Каросса — длинная меховая накидка, которую носили туземцы в Южной Африке.

Люди узнали Адама. Он что-то объясняет, указывая на Элизабет. Ее окружает любопытная толпа, все говорят разом, трогают ее руками. Потом старухи с громкими проклятьями начинают разгонять толпу, стаскивают Элизабет с вола — от тошнотворного запаха протухшего жира и листьев баку, смесью которых обмазано их тело, у нее снова начинаются схватки, — и несут в одну из хижин за деревьями. Гладкий земляной пол в хижине чисто выметен, на нем расстелена одна-единственная бамбуковая циновка. Элизабет ложится и принимается рассматривать лачугу — вбитые в землю жерди каркаса и обтягивающие их воловьи кожи, над головой в потолке она видит отверстие и в нем — клочок синего неба. Опять боль сгибает ее пополам, но старухи держат ее за руки и за ноги, заставляют ее сесть, пытаются снять платье. Она помогает им развязать завязки и расстегнуть крючки, с нее стягивают все, что на ней было, она снова ложится, дрожа от холода. Кто-то приподнимает ей голову и прижимает к губам край калебаса. В нос ударяет резкий запах трав, но у нее нет сил отвернуться. Чьи-то руки укрывают ее мокрое от пота обнаженное тело шкурами. Ярая, звериная боль вгрызается все глубже, ее тело больше ей не подвластно… что это, из нее вырывают все внутренности! Хлещет жаркая кровь… И вот боль стихает, женщины приносят воду, обмывают ее, снова укрывают и уходят, и она медленно погружается в забытье, слыша, будто сквозь слой ваты, птичий щебет среди ветвей и повторяя про себя: «Умереть бы, умереть скорее, умереть…»

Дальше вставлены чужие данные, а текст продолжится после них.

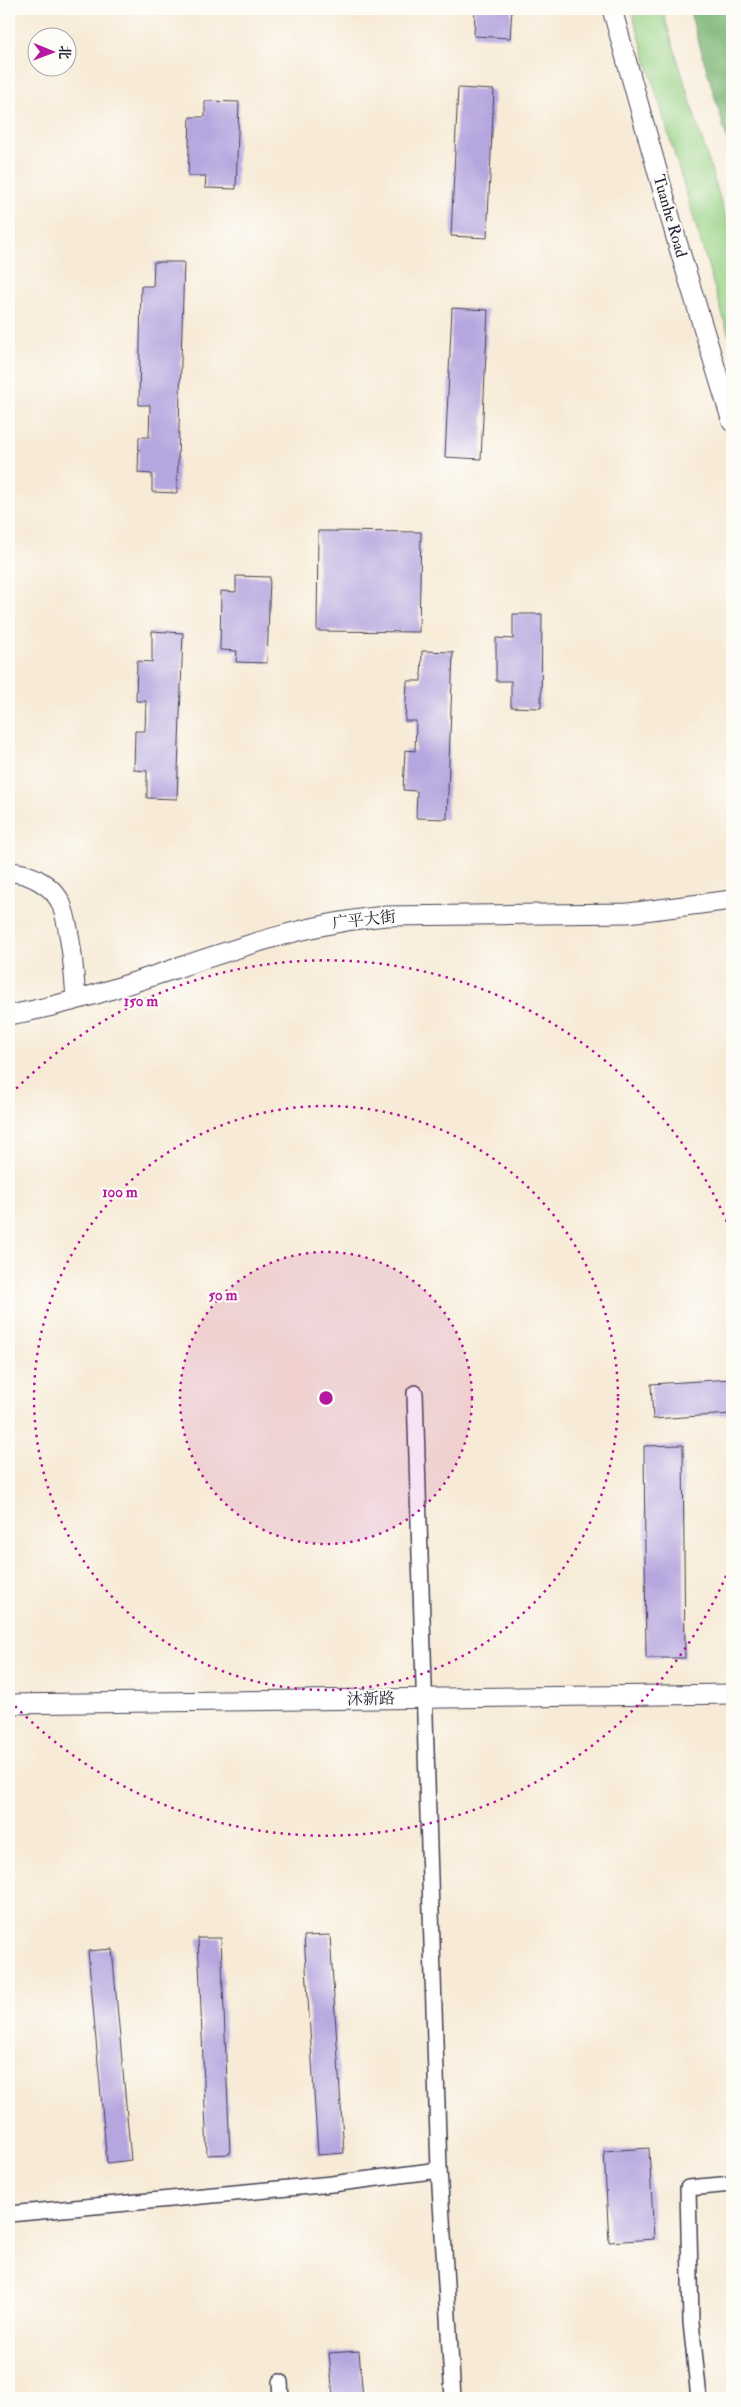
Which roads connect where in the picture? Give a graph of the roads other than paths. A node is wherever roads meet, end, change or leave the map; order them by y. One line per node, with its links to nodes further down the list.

Она просыпается, снова засыпает, но где кончается сон и начинается явь, она не могла бы сказать. Звучит однообразная унылая мелодия — возле хижины, а может быть, в роще кто-то играет на дудке, сделанной из длинного пера цапли, и низкие глухие звуки врываются в ее сны. Снуют какие-то тени. Возле нее сидит древняя старуха и терпеливо ждет, на ее птичьей головке колпак из шкуры зебры, сморщенное пергаментное лицо точно высохшее и растрескавшееся дно реки, длинные груди висят, как два ветхих пустых мешка с горстью маиса на дне, она тихо курит свою длинную трубку, выпуская изо рта сладковато-едкие клубы дыма. Где-то лают собаки, блеют козы, кричат и смеются дети — далеко, в другом, незнакомом мире.

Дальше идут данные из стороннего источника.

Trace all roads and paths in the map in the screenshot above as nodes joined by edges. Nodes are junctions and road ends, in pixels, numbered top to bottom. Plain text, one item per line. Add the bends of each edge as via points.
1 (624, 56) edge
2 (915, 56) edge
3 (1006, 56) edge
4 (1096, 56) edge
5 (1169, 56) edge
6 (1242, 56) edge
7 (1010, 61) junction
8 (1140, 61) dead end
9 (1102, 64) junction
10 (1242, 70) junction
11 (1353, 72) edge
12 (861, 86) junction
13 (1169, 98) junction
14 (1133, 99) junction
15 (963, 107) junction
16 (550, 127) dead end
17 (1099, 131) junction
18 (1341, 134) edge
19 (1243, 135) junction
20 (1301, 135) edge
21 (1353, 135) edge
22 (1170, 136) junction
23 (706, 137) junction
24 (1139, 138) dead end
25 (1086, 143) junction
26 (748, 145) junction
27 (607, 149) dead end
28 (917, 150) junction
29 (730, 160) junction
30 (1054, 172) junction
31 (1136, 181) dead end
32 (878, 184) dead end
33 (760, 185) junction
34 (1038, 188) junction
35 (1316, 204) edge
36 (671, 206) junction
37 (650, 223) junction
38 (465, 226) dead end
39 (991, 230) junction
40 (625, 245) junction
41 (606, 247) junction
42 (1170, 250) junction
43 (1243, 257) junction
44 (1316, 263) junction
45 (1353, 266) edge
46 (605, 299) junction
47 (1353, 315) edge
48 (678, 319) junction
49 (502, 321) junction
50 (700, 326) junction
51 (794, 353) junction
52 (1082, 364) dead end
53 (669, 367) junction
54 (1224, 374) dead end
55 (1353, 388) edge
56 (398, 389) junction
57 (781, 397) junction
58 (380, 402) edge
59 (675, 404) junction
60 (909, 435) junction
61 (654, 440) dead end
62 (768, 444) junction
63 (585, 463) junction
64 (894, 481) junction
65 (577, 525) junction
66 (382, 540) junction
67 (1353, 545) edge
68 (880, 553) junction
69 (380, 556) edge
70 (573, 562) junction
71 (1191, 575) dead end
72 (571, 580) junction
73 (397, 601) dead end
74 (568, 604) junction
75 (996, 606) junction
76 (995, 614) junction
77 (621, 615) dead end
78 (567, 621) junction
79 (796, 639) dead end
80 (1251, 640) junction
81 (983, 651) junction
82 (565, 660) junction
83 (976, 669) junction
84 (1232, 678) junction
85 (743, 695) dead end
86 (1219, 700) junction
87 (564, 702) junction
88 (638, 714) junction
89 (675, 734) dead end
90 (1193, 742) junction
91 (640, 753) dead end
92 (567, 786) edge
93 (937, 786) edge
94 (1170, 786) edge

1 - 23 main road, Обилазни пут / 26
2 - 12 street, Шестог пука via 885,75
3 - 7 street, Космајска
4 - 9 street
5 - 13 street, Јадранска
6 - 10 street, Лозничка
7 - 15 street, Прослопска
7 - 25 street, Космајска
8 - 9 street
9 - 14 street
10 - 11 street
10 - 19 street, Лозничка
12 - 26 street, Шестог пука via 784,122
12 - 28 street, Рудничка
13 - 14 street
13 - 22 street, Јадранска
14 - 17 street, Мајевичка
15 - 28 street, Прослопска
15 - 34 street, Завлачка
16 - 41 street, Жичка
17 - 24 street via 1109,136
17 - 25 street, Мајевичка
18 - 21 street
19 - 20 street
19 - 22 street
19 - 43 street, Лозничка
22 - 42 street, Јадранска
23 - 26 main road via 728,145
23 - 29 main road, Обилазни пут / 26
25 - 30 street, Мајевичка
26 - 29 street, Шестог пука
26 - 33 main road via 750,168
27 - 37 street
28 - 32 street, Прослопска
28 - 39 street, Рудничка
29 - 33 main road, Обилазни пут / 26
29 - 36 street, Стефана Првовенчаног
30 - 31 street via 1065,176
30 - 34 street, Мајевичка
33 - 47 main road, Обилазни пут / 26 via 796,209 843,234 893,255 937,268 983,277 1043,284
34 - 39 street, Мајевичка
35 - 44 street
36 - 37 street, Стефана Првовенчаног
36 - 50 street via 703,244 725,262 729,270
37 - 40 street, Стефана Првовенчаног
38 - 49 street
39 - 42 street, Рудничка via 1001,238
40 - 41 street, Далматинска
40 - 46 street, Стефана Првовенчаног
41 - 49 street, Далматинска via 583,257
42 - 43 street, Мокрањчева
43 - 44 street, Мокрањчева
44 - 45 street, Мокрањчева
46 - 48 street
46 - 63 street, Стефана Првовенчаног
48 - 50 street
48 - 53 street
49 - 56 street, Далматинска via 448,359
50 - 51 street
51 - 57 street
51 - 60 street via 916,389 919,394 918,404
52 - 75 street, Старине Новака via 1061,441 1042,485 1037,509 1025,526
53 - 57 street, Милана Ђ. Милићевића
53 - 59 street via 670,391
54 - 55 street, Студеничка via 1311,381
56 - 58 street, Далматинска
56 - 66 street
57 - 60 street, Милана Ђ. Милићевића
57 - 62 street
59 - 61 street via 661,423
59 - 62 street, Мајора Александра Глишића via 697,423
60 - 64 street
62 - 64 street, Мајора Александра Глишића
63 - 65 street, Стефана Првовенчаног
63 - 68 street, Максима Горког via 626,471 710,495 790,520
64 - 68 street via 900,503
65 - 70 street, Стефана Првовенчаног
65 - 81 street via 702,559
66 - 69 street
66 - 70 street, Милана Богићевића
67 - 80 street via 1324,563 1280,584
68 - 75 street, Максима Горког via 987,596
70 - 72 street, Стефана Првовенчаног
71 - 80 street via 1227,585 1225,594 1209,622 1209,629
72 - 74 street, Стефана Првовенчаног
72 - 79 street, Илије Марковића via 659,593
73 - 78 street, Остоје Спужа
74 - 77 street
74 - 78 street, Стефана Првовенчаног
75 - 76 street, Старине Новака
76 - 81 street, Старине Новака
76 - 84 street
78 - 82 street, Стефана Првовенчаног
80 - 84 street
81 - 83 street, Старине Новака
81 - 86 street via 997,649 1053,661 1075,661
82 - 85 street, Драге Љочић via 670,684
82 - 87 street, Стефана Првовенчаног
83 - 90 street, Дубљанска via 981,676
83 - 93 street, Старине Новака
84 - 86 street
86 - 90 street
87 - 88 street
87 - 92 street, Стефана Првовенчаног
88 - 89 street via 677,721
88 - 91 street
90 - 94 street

— Пей, — говорит старуха и подносит к ее губам бурдюк. От запаха кислого молока и меда ее тошнит, но она так обессилена, что не может сопротивляться, и покорно открывает рот. Что-то густое и холодное вползает ей в горло. Но желудок извергает питье, и по кишкам разливается огонь.

Казалось бы, самое страшное должно быть позади, но, видно, все только начинается. Меня хотят отравить, думает она, потому что я здесь чужая, они мне не доверяют, ведь я — белая. Но почему вы не взяли какой-нибудь сильный яд, который убил бы меня быстро и без мучений? Разве я виновата, что я — белая?